Dataset records Block Start

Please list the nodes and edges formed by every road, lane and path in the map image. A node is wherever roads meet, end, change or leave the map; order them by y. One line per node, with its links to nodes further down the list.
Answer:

Dataset records Block End
Dataset records Block Start

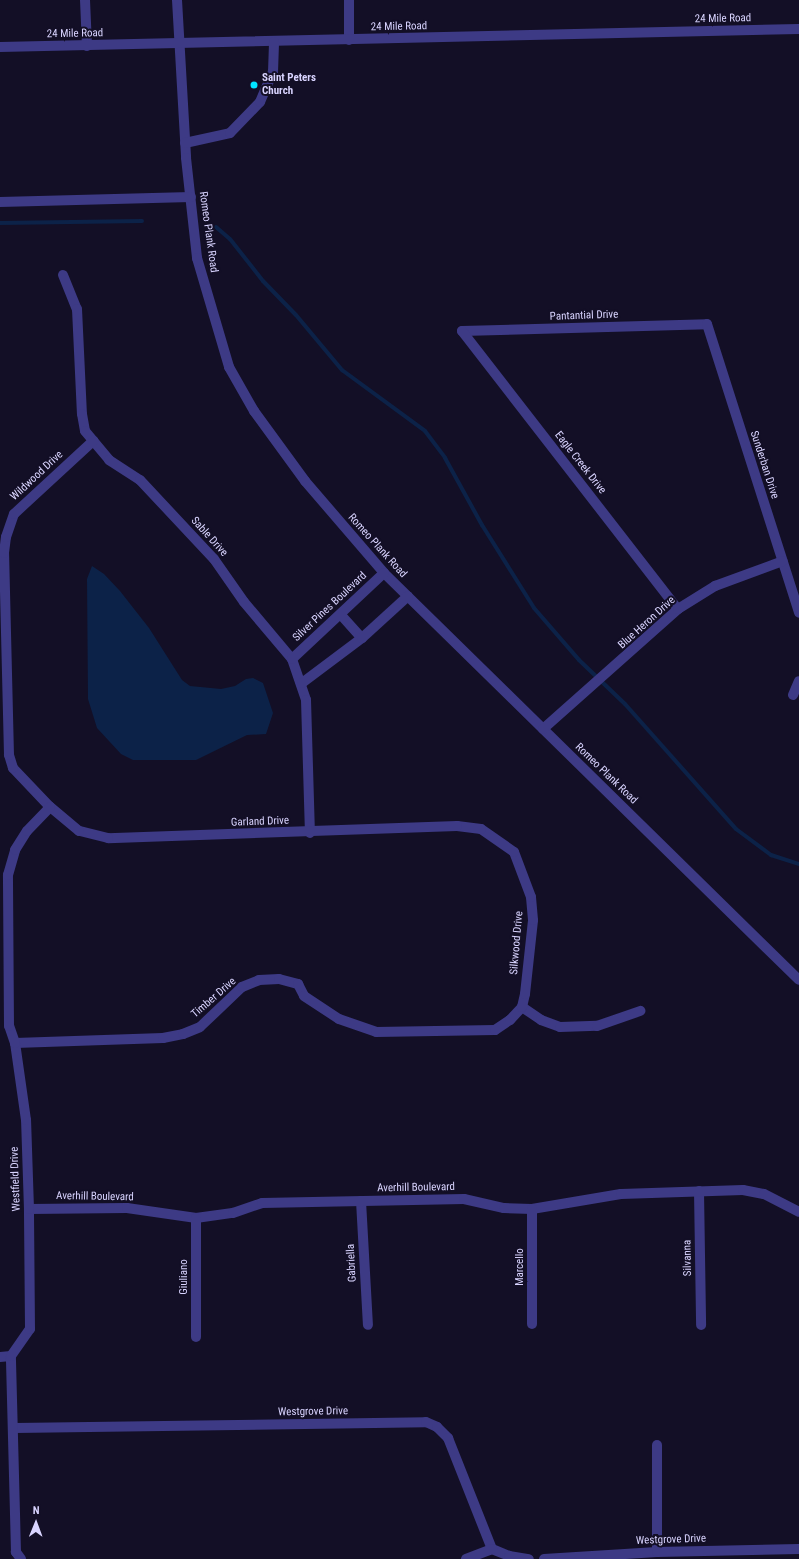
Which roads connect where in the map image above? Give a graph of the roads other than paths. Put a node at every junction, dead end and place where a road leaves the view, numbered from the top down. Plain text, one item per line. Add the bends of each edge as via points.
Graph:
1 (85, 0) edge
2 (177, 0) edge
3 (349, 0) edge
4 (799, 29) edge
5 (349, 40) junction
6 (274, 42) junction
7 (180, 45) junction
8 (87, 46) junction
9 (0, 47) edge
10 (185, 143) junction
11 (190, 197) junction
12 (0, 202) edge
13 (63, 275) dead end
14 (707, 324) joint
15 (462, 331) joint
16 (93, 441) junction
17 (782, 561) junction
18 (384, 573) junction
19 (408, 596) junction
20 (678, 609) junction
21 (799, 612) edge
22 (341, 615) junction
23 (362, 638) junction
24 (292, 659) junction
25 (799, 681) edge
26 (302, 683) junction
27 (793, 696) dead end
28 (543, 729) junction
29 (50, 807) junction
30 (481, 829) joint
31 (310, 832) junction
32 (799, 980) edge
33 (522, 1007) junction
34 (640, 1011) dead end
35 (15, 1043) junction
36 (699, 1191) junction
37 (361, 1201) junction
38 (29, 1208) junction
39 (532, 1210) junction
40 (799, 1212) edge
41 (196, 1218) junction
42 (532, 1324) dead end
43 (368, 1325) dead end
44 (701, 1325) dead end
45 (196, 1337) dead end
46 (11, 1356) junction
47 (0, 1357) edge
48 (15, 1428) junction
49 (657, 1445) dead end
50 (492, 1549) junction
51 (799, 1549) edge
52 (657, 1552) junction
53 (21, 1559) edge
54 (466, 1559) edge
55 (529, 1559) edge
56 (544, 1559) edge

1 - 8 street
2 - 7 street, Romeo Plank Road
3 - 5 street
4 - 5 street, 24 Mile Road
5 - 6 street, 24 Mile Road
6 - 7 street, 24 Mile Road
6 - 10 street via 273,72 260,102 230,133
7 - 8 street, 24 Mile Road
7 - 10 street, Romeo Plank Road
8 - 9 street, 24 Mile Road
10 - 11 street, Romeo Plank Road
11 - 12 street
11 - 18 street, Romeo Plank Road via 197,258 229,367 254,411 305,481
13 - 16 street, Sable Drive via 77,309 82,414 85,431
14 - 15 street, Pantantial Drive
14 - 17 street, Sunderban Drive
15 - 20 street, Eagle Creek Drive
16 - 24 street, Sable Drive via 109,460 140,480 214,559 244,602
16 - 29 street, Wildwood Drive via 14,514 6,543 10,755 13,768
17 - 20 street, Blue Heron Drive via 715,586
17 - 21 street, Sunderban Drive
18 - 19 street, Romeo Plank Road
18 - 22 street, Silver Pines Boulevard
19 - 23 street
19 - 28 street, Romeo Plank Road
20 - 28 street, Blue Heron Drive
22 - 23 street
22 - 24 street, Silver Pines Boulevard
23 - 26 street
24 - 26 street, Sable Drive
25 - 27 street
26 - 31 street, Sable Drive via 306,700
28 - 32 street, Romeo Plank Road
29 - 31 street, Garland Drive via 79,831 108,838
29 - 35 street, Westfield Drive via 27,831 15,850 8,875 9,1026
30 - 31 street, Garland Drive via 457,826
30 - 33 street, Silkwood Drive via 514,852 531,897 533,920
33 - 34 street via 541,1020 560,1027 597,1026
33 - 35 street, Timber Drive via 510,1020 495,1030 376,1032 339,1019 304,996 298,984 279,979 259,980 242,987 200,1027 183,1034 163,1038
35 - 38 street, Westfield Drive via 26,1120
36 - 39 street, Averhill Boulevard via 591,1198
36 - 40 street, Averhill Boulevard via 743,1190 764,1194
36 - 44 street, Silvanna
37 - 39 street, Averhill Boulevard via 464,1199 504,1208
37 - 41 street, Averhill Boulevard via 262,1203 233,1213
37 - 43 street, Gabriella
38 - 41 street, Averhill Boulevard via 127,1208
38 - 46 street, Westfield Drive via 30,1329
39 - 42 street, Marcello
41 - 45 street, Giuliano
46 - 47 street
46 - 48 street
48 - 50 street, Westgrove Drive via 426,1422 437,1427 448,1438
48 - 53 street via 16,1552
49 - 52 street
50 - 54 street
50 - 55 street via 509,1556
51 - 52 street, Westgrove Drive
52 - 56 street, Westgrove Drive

Dataset records Block End
Dataset records Block Start

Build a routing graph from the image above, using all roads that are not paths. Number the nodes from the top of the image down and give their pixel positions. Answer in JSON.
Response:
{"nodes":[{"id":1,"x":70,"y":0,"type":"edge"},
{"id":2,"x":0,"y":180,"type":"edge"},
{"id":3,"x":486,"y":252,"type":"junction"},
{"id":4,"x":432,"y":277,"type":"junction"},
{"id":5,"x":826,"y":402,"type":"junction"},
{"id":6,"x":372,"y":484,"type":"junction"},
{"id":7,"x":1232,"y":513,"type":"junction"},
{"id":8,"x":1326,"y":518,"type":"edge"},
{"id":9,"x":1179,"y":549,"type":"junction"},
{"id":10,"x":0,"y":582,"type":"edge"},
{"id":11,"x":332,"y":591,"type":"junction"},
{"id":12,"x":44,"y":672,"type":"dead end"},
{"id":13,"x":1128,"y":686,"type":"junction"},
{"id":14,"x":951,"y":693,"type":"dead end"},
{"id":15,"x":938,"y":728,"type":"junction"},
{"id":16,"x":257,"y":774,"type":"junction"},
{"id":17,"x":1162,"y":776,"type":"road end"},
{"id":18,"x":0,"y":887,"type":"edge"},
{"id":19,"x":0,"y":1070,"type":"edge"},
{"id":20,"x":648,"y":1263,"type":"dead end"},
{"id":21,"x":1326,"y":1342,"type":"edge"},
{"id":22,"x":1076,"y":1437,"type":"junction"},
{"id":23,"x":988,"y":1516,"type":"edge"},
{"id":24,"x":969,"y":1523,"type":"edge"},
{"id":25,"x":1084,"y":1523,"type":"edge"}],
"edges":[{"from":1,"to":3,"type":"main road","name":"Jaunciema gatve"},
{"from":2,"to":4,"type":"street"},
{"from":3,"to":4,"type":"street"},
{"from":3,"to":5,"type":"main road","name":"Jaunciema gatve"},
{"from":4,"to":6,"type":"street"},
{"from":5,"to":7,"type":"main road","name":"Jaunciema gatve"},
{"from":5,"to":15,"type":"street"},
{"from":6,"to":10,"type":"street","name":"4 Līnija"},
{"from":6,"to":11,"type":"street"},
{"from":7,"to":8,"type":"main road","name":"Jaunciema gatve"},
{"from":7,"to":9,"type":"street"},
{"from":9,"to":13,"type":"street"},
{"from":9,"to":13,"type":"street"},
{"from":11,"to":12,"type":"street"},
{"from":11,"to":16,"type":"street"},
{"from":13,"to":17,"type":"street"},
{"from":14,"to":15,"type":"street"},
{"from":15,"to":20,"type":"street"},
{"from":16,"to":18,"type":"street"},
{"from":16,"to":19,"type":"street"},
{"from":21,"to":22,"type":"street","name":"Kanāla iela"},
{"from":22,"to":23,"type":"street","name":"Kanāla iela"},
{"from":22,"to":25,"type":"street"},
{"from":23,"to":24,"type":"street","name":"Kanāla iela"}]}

Dataset records Block End

> Task prompt:
Select every line in the material above where the string "roads" occurs, and copy it.

> Written solution:
Please list the nodes and edges formed by every road, lane and path in the map image. A node is wherever roads meet, end, change or leave the map; order them by y. One line per node, with its links to nodes further down the list.
Which roads connect where in the map image above? Give a graph of the roads other than paths. Put a node at every junction, dead end and place where a road leaves the view, numbered from the top down. Plain text, one item per line. Add the bends of each edge as via points.
Build a routing graph from the image above, using all roads that are not paths. Number the nodes from the top of the image down and give their pixel positions. Answer in JSON.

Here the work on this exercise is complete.